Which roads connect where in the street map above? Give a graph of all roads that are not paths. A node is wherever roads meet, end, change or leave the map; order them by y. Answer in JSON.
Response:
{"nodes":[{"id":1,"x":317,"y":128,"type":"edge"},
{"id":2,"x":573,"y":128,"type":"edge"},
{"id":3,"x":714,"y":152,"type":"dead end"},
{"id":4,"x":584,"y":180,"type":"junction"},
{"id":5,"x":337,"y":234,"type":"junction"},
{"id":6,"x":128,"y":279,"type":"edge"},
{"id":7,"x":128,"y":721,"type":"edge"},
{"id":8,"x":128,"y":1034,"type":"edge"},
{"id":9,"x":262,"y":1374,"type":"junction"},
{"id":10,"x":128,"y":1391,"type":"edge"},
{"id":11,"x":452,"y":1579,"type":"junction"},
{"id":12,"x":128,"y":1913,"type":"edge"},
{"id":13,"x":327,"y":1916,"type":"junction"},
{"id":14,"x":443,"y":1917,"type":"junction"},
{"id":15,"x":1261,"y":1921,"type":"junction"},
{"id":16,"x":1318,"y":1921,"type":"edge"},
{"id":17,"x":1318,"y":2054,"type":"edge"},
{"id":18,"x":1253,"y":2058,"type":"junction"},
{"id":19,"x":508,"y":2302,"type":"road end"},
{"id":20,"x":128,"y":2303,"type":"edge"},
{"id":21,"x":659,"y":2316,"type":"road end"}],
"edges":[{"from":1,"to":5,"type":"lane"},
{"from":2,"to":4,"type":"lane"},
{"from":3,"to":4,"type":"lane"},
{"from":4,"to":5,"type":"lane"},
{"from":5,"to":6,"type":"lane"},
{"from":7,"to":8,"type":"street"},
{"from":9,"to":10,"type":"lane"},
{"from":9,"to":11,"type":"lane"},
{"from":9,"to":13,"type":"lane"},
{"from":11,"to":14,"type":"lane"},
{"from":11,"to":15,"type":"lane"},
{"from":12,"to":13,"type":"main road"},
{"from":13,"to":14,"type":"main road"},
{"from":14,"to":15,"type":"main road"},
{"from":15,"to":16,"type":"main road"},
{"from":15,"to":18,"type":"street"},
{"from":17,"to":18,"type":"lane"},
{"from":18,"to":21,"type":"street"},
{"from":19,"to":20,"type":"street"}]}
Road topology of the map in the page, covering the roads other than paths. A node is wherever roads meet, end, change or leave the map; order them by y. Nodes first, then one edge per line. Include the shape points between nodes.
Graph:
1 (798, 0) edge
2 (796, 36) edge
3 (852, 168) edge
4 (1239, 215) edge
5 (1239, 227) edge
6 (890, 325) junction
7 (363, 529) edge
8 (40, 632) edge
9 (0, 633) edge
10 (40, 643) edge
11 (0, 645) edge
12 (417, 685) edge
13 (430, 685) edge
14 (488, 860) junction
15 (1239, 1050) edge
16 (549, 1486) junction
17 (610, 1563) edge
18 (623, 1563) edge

────────

DESCRIPTION OF THE TASK => Output the listing in full. Leave every line unchanged.

ANSWER SECTION =>
Which roads connect where in the street map above? Give a graph of all roads that are not paths. A node is wherever roads meet, end, change or leave the map; order them by y. Answer in JSON.
Response:
{"nodes":[{"id":1,"x":317,"y":128,"type":"edge"},
{"id":2,"x":573,"y":128,"type":"edge"},
{"id":3,"x":714,"y":152,"type":"dead end"},
{"id":4,"x":584,"y":180,"type":"junction"},
{"id":5,"x":337,"y":234,"type":"junction"},
{"id":6,"x":128,"y":279,"type":"edge"},
{"id":7,"x":128,"y":721,"type":"edge"},
{"id":8,"x":128,"y":1034,"type":"edge"},
{"id":9,"x":262,"y":1374,"type":"junction"},
{"id":10,"x":128,"y":1391,"type":"edge"},
{"id":11,"x":452,"y":1579,"type":"junction"},
{"id":12,"x":128,"y":1913,"type":"edge"},
{"id":13,"x":327,"y":1916,"type":"junction"},
{"id":14,"x":443,"y":1917,"type":"junction"},
{"id":15,"x":1261,"y":1921,"type":"junction"},
{"id":16,"x":1318,"y":1921,"type":"edge"},
{"id":17,"x":1318,"y":2054,"type":"edge"},
{"id":18,"x":1253,"y":2058,"type":"junction"},
{"id":19,"x":508,"y":2302,"type":"road end"},
{"id":20,"x":128,"y":2303,"type":"edge"},
{"id":21,"x":659,"y":2316,"type":"road end"}],
"edges":[{"from":1,"to":5,"type":"lane"},
{"from":2,"to":4,"type":"lane"},
{"from":3,"to":4,"type":"lane"},
{"from":4,"to":5,"type":"lane"},
{"from":5,"to":6,"type":"lane"},
{"from":7,"to":8,"type":"street"},
{"from":9,"to":10,"type":"lane"},
{"from":9,"to":11,"type":"lane"},
{"from":9,"to":13,"type":"lane"},
{"from":11,"to":14,"type":"lane"},
{"from":11,"to":15,"type":"lane"},
{"from":12,"to":13,"type":"main road"},
{"from":13,"to":14,"type":"main road"},
{"from":14,"to":15,"type":"main road"},
{"from":15,"to":16,"type":"main road"},
{"from":15,"to":18,"type":"street"},
{"from":17,"to":18,"type":"lane"},
{"from":18,"to":21,"type":"street"},
{"from":19,"to":20,"type":"street"}]}
Road topology of the map in the page, covering the roads other than paths. A node is wherever roads meet, end, change or leave the map; order them by y. Nodes first, then one edge per line. Include the shape points between nodes.
Graph:
1 (798, 0) edge
2 (796, 36) edge
3 (852, 168) edge
4 (1239, 215) edge
5 (1239, 227) edge
6 (890, 325) junction
7 (363, 529) edge
8 (40, 632) edge
9 (0, 633) edge
10 (40, 643) edge
11 (0, 645) edge
12 (417, 685) edge
13 (430, 685) edge
14 (488, 860) junction
15 (1239, 1050) edge
16 (549, 1486) junction
17 (610, 1563) edge
18 (623, 1563) edge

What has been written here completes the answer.